**EXERCISE DIRECTIONS**
A verbatim repeat of the records beneath this line is needed.

(Items from a dataset)
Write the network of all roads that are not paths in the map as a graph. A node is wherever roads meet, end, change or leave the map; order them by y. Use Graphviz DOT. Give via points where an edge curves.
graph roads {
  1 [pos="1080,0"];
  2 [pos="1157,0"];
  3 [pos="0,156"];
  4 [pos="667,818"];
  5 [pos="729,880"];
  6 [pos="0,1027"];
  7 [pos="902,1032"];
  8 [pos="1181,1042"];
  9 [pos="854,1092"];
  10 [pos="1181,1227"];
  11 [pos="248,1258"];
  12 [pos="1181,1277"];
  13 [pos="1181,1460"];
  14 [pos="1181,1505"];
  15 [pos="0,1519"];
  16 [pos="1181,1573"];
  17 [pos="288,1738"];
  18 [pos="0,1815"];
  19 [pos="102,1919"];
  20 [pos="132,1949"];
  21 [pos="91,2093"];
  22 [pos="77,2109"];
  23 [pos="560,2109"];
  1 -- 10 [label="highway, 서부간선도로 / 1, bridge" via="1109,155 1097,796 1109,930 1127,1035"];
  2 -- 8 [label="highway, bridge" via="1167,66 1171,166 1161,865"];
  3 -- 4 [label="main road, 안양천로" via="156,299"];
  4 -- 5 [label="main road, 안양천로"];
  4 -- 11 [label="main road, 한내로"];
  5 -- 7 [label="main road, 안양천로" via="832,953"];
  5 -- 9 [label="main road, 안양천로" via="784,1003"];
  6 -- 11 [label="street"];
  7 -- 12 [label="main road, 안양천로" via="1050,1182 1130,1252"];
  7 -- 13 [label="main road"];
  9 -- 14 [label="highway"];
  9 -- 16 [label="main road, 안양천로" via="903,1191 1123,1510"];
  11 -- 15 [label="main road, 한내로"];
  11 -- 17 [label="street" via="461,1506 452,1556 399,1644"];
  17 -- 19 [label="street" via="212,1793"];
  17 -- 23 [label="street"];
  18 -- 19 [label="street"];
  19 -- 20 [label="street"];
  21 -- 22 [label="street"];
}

**RESPONSE TO THE TASK**
Write the network of all roads that are not paths in the map as a graph. A node is wherever roads meet, end, change or leave the map; order them by y. Use Graphviz DOT. Give via points where an edge curves.
graph roads {
  1 [pos="1080,0"];
  2 [pos="1157,0"];
  3 [pos="0,156"];
  4 [pos="667,818"];
  5 [pos="729,880"];
  6 [pos="0,1027"];
  7 [pos="902,1032"];
  8 [pos="1181,1042"];
  9 [pos="854,1092"];
  10 [pos="1181,1227"];
  11 [pos="248,1258"];
  12 [pos="1181,1277"];
  13 [pos="1181,1460"];
  14 [pos="1181,1505"];
  15 [pos="0,1519"];
  16 [pos="1181,1573"];
  17 [pos="288,1738"];
  18 [pos="0,1815"];
  19 [pos="102,1919"];
  20 [pos="132,1949"];
  21 [pos="91,2093"];
  22 [pos="77,2109"];
  23 [pos="560,2109"];
  1 -- 10 [label="highway, 서부간선도로 / 1, bridge" via="1109,155 1097,796 1109,930 1127,1035"];
  2 -- 8 [label="highway, bridge" via="1167,66 1171,166 1161,865"];
  3 -- 4 [label="main road, 안양천로" via="156,299"];
  4 -- 5 [label="main road, 안양천로"];
  4 -- 11 [label="main road, 한내로"];
  5 -- 7 [label="main road, 안양천로" via="832,953"];
  5 -- 9 [label="main road, 안양천로" via="784,1003"];
  6 -- 11 [label="street"];
  7 -- 12 [label="main road, 안양천로" via="1050,1182 1130,1252"];
  7 -- 13 [label="main road"];
  9 -- 14 [label="highway"];
  9 -- 16 [label="main road, 안양천로" via="903,1191 1123,1510"];
  11 -- 15 [label="main road, 한내로"];
  11 -- 17 [label="street" via="461,1506 452,1556 399,1644"];
  17 -- 19 [label="street" via="212,1793"];
  17 -- 23 [label="street"];
  18 -- 19 [label="street"];
  19 -- 20 [label="street"];
  21 -- 22 [label="street"];
}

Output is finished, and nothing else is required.